### Given information

┄┄┄┄┄┄

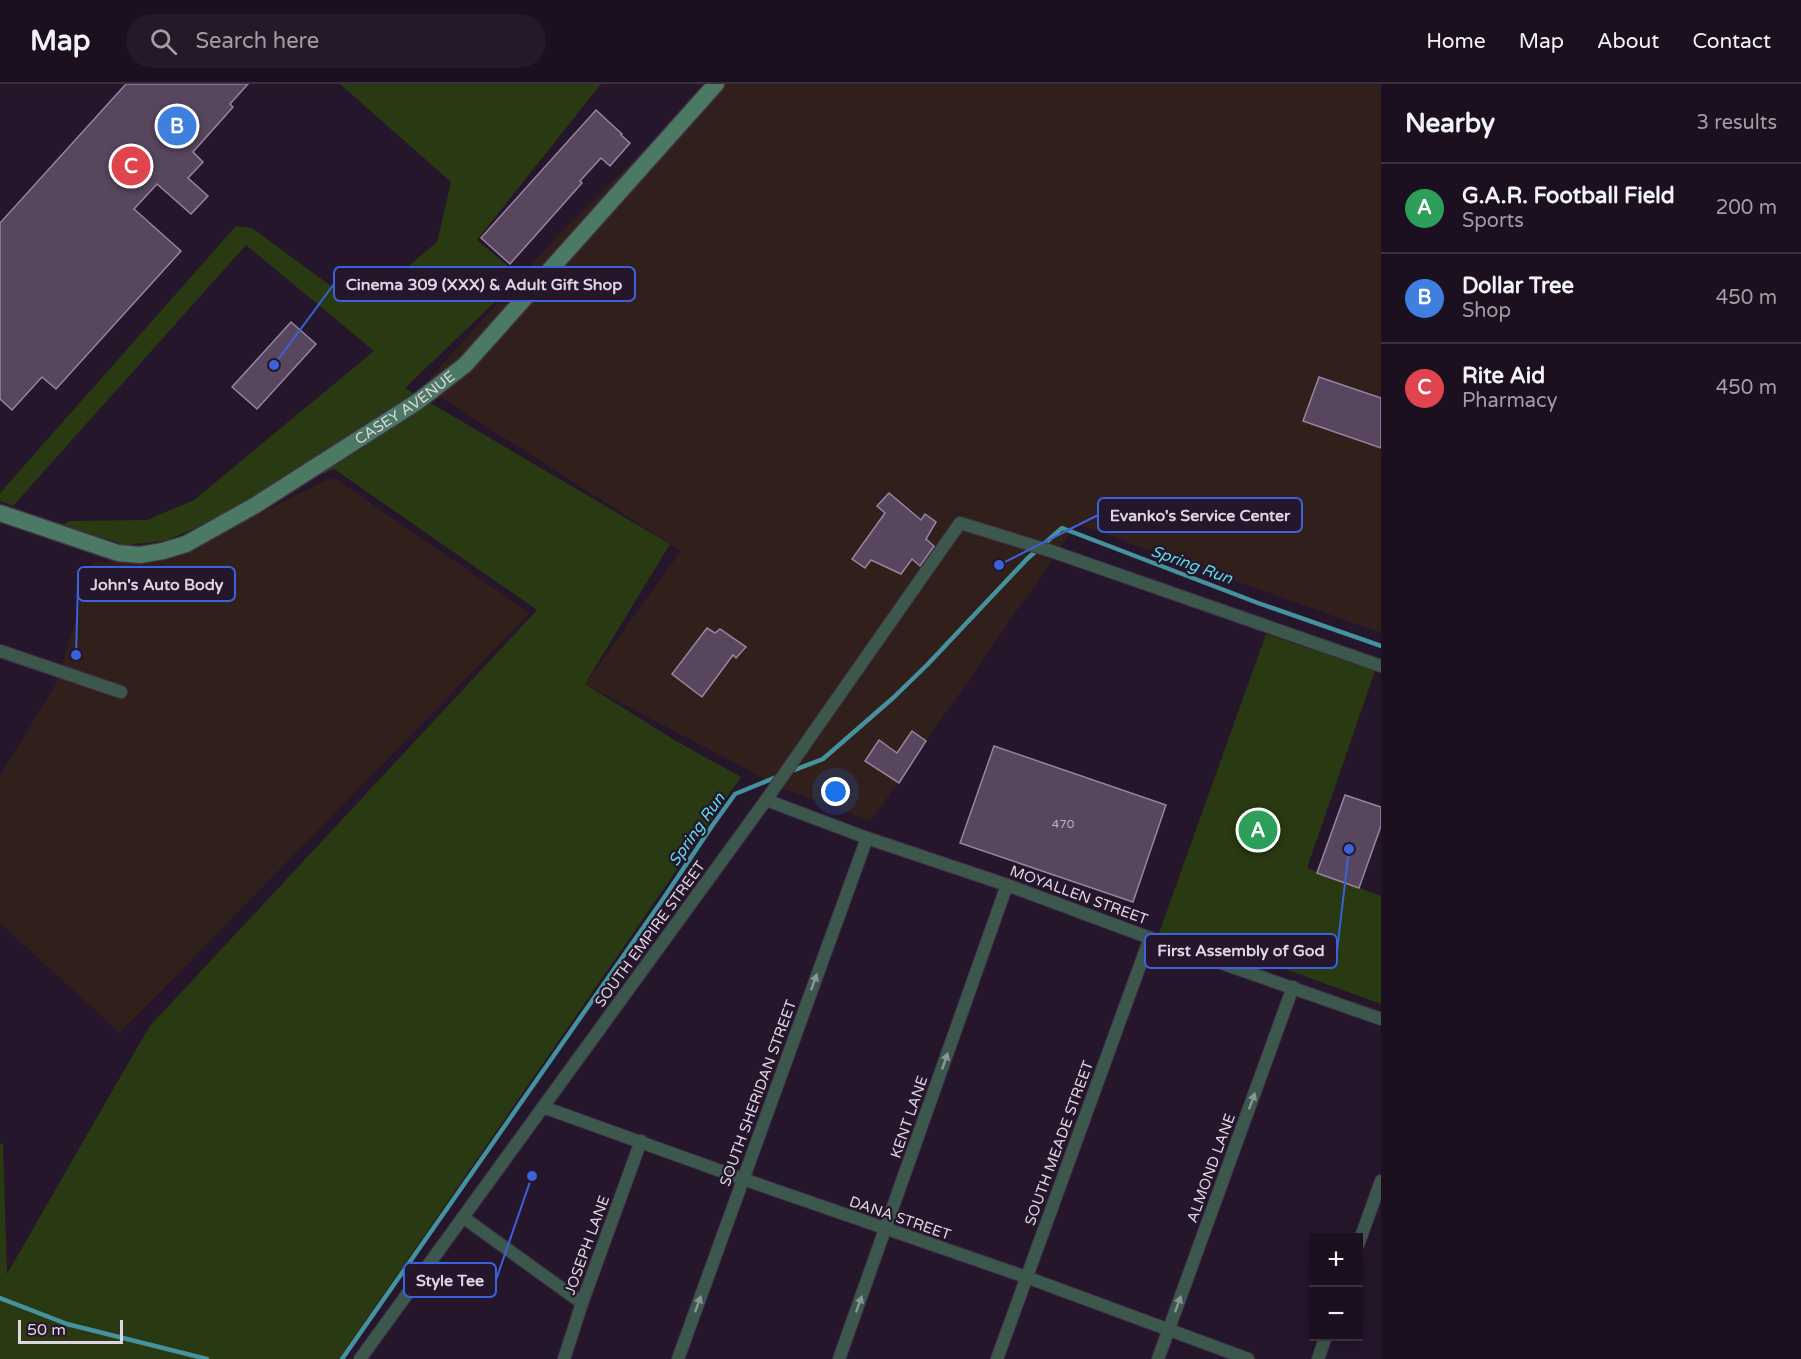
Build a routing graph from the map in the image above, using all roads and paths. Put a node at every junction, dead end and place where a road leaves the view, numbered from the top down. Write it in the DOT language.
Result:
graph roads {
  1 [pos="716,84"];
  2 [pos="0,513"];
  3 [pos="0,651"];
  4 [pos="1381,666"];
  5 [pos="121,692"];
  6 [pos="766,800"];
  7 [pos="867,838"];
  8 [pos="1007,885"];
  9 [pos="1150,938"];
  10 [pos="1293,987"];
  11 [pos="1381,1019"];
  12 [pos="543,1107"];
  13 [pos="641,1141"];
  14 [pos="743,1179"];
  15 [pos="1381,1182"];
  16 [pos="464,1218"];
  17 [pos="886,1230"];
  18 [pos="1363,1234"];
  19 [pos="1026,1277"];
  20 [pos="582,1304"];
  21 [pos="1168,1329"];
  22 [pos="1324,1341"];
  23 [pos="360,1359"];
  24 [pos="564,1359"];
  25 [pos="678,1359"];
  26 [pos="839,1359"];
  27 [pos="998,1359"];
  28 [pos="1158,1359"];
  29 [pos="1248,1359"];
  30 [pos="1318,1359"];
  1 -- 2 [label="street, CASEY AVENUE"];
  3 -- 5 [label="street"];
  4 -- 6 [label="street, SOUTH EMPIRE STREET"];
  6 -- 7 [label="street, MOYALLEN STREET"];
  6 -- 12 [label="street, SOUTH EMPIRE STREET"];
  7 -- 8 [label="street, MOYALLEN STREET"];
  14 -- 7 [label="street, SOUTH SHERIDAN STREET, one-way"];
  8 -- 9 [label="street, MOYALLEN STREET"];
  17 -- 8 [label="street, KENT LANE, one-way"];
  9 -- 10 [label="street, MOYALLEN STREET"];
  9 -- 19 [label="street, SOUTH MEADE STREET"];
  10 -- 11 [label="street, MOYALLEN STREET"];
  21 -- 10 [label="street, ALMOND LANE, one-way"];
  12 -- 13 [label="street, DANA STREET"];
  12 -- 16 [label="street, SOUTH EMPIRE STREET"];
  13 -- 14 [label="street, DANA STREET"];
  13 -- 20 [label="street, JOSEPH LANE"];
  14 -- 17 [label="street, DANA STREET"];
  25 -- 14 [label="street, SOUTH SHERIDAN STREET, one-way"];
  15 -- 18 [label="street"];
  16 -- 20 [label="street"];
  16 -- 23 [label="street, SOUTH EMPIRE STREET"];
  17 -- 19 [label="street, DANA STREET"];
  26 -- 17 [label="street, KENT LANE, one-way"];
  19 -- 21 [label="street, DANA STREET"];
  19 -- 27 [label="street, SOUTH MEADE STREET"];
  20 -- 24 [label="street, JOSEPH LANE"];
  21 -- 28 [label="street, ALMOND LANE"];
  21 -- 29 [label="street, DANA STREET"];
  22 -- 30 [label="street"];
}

┄┄┄┄┄┄

### Task
Among the lines above, find those holding "MOYALLEN" and copy each one.

### Answer
  6 -- 7 [label="street, MOYALLEN STREET"];
  7 -- 8 [label="street, MOYALLEN STREET"];
  8 -- 9 [label="street, MOYALLEN STREET"];
  9 -- 10 [label="street, MOYALLEN STREET"];
  10 -- 11 [label="street, MOYALLEN STREET"];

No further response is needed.